Górnictwo
Chiny: 12 górników już tydzień czeka na ratunek. Są uwięzieni pod ziemią po wybuchu
Wybuch w kopalni złota we wschodnich Chinach 10 stycznia uwięził pod ziemią 22 górników. Po ponad tygodniu 12 z nich wciąż żyje i czeka na ratunek, a sytuacja 10 pozostałych jest niejasna – podała w poniedziałek oficjalna chińska agencja prasowa Xinhua.
Uwięzionym górnikom udało się przekazać ekipie ratunkowej odręczną notatkę, w której wyjaśnili, że czterech z nich jest rannych. „Jesteśmy bardzo wycieńczeni i pilnie potrzebujemy lekarstw” – dodali.
„Kontynuujcie akcję ratunkową, mamy nadzieję (na ratunek), dziękujemy” – napisano w notatce.
Do wybuchu doszło 10 stycznia w kopalni złota Hushan w prowincji Szantung, gdy 22 górników pracowało na głębokości ponad 600 metrów. O wypadku poinformowano dopiero 30 godzin później, co sprowadziło poważną krytykę na miejscowe władze. Dwóch urzędników straciło pracę.

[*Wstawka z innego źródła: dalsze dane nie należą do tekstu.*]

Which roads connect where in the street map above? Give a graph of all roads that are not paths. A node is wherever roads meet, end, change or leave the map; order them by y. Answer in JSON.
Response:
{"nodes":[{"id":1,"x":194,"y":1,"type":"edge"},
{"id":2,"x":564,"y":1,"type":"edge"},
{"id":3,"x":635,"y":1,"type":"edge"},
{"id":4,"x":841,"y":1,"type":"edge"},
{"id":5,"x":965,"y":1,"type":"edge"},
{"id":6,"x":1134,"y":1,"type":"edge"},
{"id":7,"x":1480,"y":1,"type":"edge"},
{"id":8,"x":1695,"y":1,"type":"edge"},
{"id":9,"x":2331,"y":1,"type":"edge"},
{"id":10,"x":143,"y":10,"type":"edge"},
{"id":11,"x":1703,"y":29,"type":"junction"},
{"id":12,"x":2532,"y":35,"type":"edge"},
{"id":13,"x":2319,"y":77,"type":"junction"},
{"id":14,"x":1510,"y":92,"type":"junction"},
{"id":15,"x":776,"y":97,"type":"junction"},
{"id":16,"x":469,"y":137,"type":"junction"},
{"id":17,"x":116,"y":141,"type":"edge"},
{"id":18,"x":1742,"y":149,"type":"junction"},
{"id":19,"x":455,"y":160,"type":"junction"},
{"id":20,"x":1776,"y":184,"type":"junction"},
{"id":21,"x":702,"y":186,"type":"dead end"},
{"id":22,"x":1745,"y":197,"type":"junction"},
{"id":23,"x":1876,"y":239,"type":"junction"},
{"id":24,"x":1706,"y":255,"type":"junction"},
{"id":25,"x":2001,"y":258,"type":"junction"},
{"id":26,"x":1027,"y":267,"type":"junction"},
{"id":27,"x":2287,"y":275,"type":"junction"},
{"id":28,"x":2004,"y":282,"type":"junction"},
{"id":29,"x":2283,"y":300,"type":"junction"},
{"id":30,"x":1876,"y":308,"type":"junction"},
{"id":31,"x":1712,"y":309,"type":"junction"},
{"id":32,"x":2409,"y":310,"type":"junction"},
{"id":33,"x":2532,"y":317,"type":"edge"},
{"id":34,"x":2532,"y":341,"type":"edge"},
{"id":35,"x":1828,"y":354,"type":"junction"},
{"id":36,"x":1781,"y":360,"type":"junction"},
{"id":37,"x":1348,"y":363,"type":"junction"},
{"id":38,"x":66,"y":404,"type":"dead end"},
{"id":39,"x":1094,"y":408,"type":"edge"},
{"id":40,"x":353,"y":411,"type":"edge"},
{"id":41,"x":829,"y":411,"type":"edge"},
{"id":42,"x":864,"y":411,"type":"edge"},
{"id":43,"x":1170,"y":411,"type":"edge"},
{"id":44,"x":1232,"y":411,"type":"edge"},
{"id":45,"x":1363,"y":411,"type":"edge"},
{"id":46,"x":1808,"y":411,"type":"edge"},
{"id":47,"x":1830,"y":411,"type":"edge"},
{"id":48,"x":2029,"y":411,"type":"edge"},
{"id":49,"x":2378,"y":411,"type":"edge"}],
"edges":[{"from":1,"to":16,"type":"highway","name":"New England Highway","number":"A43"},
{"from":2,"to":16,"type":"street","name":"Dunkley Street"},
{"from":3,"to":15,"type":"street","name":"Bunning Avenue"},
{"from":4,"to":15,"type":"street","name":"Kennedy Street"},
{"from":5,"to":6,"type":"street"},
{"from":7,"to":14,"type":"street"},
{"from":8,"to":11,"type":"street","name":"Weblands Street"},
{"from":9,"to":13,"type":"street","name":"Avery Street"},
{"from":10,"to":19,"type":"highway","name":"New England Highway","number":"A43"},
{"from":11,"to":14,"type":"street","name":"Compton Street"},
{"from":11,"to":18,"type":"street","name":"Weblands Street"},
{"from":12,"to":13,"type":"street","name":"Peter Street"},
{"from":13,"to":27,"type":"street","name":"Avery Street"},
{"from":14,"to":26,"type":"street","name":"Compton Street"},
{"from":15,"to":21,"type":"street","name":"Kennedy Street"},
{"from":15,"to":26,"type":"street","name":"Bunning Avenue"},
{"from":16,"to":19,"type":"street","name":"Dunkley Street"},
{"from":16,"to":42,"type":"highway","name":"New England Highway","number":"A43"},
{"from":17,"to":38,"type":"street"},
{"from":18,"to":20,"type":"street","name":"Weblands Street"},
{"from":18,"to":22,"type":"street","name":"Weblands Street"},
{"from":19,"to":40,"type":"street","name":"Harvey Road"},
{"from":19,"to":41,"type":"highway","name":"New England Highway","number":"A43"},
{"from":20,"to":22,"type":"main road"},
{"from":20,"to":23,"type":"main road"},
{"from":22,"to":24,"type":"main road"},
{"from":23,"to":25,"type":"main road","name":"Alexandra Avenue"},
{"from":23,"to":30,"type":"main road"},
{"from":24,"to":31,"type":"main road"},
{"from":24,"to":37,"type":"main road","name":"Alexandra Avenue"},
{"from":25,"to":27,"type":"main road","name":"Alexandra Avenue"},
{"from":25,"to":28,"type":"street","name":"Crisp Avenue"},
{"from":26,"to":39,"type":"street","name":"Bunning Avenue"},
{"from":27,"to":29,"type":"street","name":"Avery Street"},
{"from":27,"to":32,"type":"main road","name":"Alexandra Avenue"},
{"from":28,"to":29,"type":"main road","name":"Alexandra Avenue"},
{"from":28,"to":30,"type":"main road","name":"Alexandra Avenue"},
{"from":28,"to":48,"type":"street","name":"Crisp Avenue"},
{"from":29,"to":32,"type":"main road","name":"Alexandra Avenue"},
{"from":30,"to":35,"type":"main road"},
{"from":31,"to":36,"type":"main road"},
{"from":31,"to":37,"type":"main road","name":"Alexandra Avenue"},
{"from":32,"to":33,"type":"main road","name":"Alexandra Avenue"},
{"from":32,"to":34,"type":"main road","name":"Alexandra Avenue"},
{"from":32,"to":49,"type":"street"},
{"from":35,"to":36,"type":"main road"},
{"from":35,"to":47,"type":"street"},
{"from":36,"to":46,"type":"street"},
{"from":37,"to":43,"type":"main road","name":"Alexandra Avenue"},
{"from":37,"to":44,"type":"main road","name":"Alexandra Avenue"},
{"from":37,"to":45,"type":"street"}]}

Eksplozja uszkodziła używany przez górników system komunikacyjny, a gruz blokujący wejście do kopalni i zwłoka ze zgłoszeniem wypadku dodatkowo utrudniły akcję ratunkową.
Chińskie kopalnie należą do najniebezpieczniejszych na świecie, choć w ostatnich latach liczba ofiar śmiertelnych wśród chińskich górników znacznie spadła. Według oficjalnych danych w 2017 roku w chińskich kopalniach węgla doszło do 219 wypadków, w których zginęło 375 osób. W pierwszej dekadzie XXI wieku w Chinach notowano kilka tysięcy ofiar śmiertelnych wypadków górniczych rocznie.